— ACTION ITEM —
Scan the data below for lines holding the word "Fernando", and copy each line found.

BEGIN DATA EXTRACTS

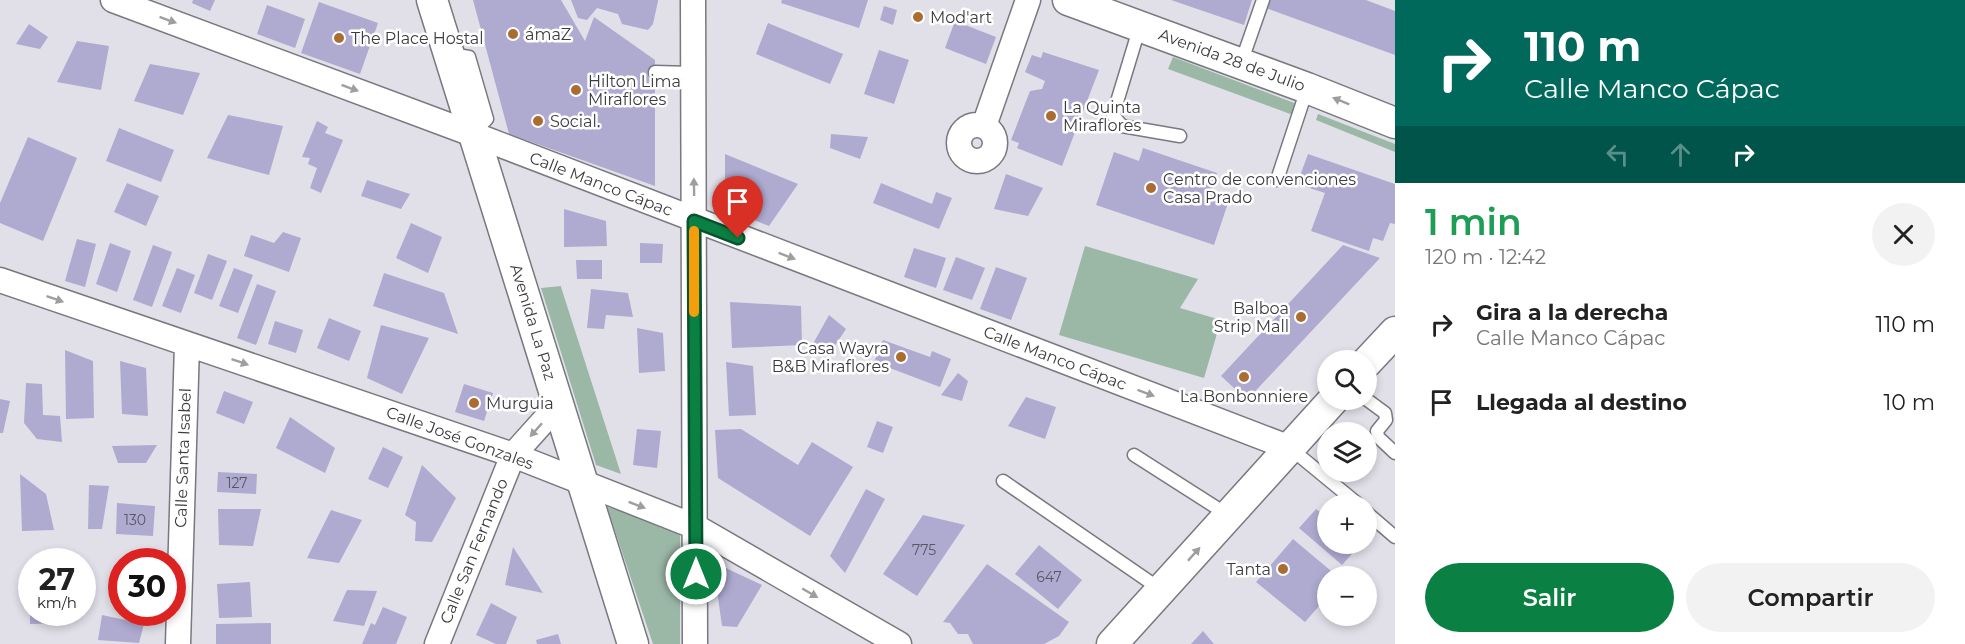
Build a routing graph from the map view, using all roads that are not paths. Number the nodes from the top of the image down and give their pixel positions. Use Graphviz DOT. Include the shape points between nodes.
graph roads {
  1 [pos="113,0"];
  2 [pos="432,0"];
  3 [pos="693,0"];
  4 [pos="1028,0"];
  5 [pos="1263,0"];
  6 [pos="1074,1"];
  7 [pos="1140,26"];
  8 [pos="1241,63"];
  9 [pos="655,72"];
  10 [pos="692,73"];
  11 [pos="1307,88"];
  12 [pos="1395,123"];
  13 [pos="984,126"];
  14 [pos="475,133"];
  15 [pos="1180,136"];
  16 [pos="1277,180"];
  17 [pos="694,221"];
  18 [pos="0,280"];
  19 [pos="1395,332"];
  20 [pos="187,344"];
  21 [pos="1377,351"];
  22 [pos="558,405"];
  23 [pos="1377,407"];
  24 [pos="1324,410"];
  25 [pos="1290,448"];
  26 [pos="1395,453"];
  27 [pos="513,455"];
  28 [pos="1134,455"];
  29 [pos="1003,481"];
  30 [pos="583,484"];
  31 [pos="1346,494"];
  32 [pos="1229,515"];
  33 [pos="1377,521"];
  34 [pos="696,527"];
  35 [pos="1395,537"];
  36 [pos="1161,590"];
  37 [pos="178,644"];
  38 [pos="437,644"];
  39 [pos="633,644"];
  40 [pos="695,644"];
  41 [pos="899,644"];
  42 [pos="1112,644"];
  1 -- 14 [label="street, Calle Manco Cápac, one-way"];
  2 -- 14 [label="street, Avenida La Paz"];
  3 -- 10 [label="street"];
  4 -- 13 [label="street"];
  5 -- 8 [label="lane"];
  6 -- 7 [label="street, Avenida 28 de Julio"];
  7 -- 8 [label="street, Avenida 28 de Julio"];
  7 -- 15 [label="lane" via="1113,115 1122,126"];
  8 -- 11 [label="street, Avenida 28 de Julio"];
  9 -- 10 [label="lane"];
  17 -- 10 [label="street, one-way"];
  12 -- 11 [label="street, Avenida 28 de Julio, one-way"];
  11 -- 16 [label="lane"];
  14 -- 17 [label="street, Calle Manco Cápac"];
  14 -- 22 [label="street, Avenida La Paz"];
  17 -- 25 [label="street, Calle Manco Cápac, one-way"];
  17 -- 34 [label="street"];
  18 -- 20 [label="street, Calle José Gonzales, one-way"];
  19 -- 21 [label="street"];
  20 -- 27 [label="street, Calle José Gonzales, one-way"];
  20 -- 37 [label="street, Calle Santa Isabel"];
  22 -- 27 [label="street, Calle San Fernando, one-way"];
  22 -- 30 [label="street, Avenida La Paz"];
  23 -- 26 [label="lane" via="1385,413 1386,420 1377,432 1378,437"];
  24 -- 25 [label="street"];
  25 -- 31 [label="lane"];
  25 -- 32 [label="street"];
  27 -- 30 [label="street, Calle José Gonzales"];
  27 -- 38 [label="street, Calle San Fernando"];
  28 -- 32 [label="lane"];
  29 -- 36 [label="lane"];
  30 -- 34 [label="street, Calle José Gonzales, one-way"];
  30 -- 39 [label="street, Avenida La Paz"];
  36 -- 32 [label="street, one-way"];
  33 -- 35 [label="lane"];
  34 -- 40 [label="street"];
  34 -- 41 [label="street, Calle José Gonzales, one-way"];
  36 -- 42 [label="street"];
}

END DATA EXTRACTS

— EXERCISE RESULT —
  22 -- 27 [label="street, Calle San Fernando, one-way"];
  27 -- 38 [label="street, Calle San Fernando"];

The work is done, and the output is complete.